FIRST AMENDMENT TO CREDIT AGREEMENT
This First Amendment to Credit Agreement (the "AMENDMENT") dated as of
May 12, 1997 among Xxxxxxxx Casting Corporation (the "BORROWER"), the Banks
party hereto, and Xxxxxx Trust and Saving Bank, as Agent;
W I T N E S S E T H:
WHEREAS, the Borrower, Banks and Xxxxxx Trust and Savings Bank, as Agent,
have heretofore executed and delivered a Credit Agreement dated as of May 24,
1996 (the "CREDIT AGREEMENT"); and
WHEREAS, the Borrower has requested that the Banks increase the aggregate
amount of the Commitments from $40,000,000 to $60,000,000, to add Mercantile
Bank (the "NEW BANK") as a Bank thereunder, and to make certain other changes to
the Credit Agreement;
WHEREAS, the parties hereto desire to amend the Credit Agreement as
provided herein;
NOW, THEREFORE, for good and valuable consideration the receipt of which is
hereby acknowledged, the parties hereto agree that the Credit Agreement shall be
and hereby is amended as follows:
1. Section 1.1 of the Credit Agreement is hereby amended in its entirety
and as so amended shall read as follows:
SECTION 1.1. (a) THE COMMITMENTS. Subject to the
terms and conditions hereof, each Bank, by its acceptance hereof,
severally agrees to make a loan or loans (individually a
"REVOLVING LOAN" and collectively "REVOLVING LOANS") to the
Borrower from time to time on a revolving basis up to the amount
of its commitment set forth on the applicable signature page
hereof or pursuant to Section 11.12 hereof (its "COMMITMENT" and,
cumulatively for all the Banks, the "COMMITMENTS"), subject to
any reductions thereof pursuant to the terms hereof, before the
Termination Date. The sum of the aggregate principal amount of
Revolving Loans, the aggregate undrawn face amount of Letters of
Credit (which, in the case of Letters of Credit payable in an
Alternative Currency, means the U.S. Dollar Equivalent thereof as
determined pursuant to Section 1.2(f) hereof) and the aggregate
unpaid Reimbursement Obligations at any time outstanding shall
not exceed the Commitments in effect at such time. Each
Borrowing of Revolving Loans shall be made ratably from the Banks
in proportion to their respective Percentages. As provided in
Section 1.5(a) hereof, the Borrower may elect that each Borrowing
of Revolving Loans be made available by means of either Domestic
Rate Loans or Eurodollar Loans, which Revolving Loans may be
repaid and the principal amount thereof reborrowed before the
Termination Date, subject to all the terms and conditions hereof.

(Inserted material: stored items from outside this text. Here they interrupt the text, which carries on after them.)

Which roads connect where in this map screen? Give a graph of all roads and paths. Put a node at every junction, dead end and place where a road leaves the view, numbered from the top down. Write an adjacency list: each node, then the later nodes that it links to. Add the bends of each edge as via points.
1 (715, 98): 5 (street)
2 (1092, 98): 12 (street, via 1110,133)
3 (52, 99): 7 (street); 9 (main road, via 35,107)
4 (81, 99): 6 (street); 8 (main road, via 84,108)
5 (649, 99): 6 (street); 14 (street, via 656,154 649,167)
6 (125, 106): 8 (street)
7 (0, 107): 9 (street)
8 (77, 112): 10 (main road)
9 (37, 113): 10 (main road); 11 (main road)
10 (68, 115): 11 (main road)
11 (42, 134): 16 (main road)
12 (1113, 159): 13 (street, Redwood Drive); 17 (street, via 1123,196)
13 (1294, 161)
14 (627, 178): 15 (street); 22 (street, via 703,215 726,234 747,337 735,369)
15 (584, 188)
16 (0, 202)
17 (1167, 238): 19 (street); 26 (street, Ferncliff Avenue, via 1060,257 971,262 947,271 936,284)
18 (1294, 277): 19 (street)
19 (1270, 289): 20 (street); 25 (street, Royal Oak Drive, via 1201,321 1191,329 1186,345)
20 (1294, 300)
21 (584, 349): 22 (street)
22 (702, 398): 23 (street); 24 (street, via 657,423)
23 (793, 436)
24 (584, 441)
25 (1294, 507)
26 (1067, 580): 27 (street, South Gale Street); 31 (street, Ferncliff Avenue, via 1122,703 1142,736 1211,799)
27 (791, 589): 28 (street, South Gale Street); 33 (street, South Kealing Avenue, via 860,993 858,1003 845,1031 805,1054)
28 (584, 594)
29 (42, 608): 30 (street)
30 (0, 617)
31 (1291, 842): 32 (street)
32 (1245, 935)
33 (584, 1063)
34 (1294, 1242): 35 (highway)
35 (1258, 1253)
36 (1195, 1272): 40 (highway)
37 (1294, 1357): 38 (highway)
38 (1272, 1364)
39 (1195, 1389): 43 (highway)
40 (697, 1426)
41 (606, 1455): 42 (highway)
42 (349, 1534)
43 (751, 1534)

(b) TERM CREDIT CONVERSION. If the Borrower does not
receive at least $18,000,000 of net proceeds from its sale of
equity (net proceeds for such purposes to mean gross proceeds
less reasonable underwriting discounts and commissions and other
reasonable costs directly incurred and payable as a result
thereof) on or prior to December 31, 1997, then the Borrower
shall on December 31, 1997 convert $10,000,000 of the outstanding
Revolving Loans (or, if less than $10,000,000 in aggregate
principal amount of Revolving Loans are then outstanding, all
Revolving Loans then outstanding) to term loans (such conversion
of Revolving Loans to be made ratably as among the Banks in
accordance with their Commitments) such that each Bank shall be
deemed to have made a term loan to the Borrower (individually,
for each Bank, its "TERM LOAN" and collectively the "TERM LOANS")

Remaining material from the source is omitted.